### PROBLEM LINK:

**Authors:** Vaibhav Tulsyan, Aditya Sarode

**Tester:** Vaibhav Tulsyan

**Editorialist:** Vaibhav Tulsyan

### DIFFICULTY:

EASY

### PREREQUISITES:

### PROBLEM:

Given the marks for N questions and the corresponding time to solve, find the maximum marks that can be scored in given time T. Marks for any one particular question can be doubled.

### QUICK EXPLANATION:

Maintain two 2D DP arrays, one being solution to the problem without doubling marks, and another being solution with doubling of marks. For a certain state (i,j), choose max between the value with doubling marks for i’th Question and the value without doubling.

### EXPLANATION:

Consider two DP arrays dp1[i][j] and dp2[i][j].

dp1[i][j] represents the solution without doubling the marks of any question.
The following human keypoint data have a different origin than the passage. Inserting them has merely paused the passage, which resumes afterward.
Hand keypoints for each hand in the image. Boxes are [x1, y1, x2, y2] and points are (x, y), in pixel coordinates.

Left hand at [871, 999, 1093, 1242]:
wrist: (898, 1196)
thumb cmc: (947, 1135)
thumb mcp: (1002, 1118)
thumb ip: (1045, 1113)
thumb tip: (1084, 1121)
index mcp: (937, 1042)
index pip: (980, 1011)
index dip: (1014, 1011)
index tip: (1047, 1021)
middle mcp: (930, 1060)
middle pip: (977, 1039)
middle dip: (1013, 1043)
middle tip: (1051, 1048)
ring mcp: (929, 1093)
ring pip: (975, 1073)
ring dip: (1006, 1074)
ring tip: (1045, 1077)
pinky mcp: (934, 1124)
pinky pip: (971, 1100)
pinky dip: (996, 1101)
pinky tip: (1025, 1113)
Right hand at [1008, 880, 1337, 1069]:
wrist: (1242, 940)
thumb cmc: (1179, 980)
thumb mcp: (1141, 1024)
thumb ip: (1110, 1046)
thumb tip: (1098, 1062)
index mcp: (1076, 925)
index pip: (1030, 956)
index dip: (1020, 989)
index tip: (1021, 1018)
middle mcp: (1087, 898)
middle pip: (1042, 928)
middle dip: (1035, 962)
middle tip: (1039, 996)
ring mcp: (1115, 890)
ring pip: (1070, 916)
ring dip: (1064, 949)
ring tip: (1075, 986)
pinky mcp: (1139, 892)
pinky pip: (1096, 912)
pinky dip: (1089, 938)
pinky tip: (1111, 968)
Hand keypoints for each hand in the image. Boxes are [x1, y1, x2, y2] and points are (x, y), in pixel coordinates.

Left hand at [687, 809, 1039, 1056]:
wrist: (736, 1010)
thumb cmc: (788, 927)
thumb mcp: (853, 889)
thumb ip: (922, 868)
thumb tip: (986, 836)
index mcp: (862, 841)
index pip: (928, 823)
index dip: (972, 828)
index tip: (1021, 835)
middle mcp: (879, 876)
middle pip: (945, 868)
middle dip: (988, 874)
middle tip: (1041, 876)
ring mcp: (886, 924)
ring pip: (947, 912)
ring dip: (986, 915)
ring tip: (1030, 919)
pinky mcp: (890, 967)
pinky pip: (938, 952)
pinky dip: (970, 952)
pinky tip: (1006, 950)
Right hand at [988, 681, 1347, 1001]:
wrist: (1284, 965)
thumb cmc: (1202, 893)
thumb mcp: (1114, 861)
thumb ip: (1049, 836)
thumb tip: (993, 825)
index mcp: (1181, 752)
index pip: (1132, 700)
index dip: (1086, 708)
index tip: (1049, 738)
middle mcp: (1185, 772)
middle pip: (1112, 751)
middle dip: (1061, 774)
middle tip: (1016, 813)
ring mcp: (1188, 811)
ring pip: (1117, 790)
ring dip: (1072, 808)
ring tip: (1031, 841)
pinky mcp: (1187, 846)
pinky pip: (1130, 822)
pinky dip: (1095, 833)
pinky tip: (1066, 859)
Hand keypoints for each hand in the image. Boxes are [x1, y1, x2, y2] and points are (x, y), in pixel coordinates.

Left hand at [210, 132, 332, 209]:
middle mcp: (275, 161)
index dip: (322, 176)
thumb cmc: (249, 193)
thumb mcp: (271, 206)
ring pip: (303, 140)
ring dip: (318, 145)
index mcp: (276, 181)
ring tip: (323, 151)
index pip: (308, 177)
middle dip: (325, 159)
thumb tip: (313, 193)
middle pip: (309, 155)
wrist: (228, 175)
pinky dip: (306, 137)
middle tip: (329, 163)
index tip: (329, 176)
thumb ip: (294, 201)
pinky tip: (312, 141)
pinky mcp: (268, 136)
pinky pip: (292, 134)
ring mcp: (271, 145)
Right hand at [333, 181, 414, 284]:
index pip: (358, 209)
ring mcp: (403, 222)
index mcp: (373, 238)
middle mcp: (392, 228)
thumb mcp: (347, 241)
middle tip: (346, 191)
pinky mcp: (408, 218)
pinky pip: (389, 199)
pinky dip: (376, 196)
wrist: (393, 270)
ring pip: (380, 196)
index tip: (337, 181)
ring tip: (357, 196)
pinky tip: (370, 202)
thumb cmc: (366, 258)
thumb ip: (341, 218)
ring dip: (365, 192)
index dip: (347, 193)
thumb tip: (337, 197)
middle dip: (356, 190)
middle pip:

dp2[i][j] represents the solution with exactly one question’s marks doubled will now.

Now, for dp2[i][j]:

We have two options: Either reject the previously doubled marks, because doubling marks for current ‘i’ is more profitable, or continue with previously doubled value.

That is, we choose the maximum between 2 choices -

- Double marks of current i ----> ( dp1 [ i - 1 ] [ j - t [ i ] ] ) + 2 * m [ i ] … ( A )
- Dont double marks of current i ----> max( dp2 [ i - 1 ] [ j ], ( dp2 [ i - 1 ][ j - t [ i ] ] + m [ i ] ) … (B)

Hence, dp2 [ i ][ j ] = max ( A , B )

Therefore, the answer is dp2[ N ][ T ] ( 1 - indexed array ).

** Complexity: O( N*T ) **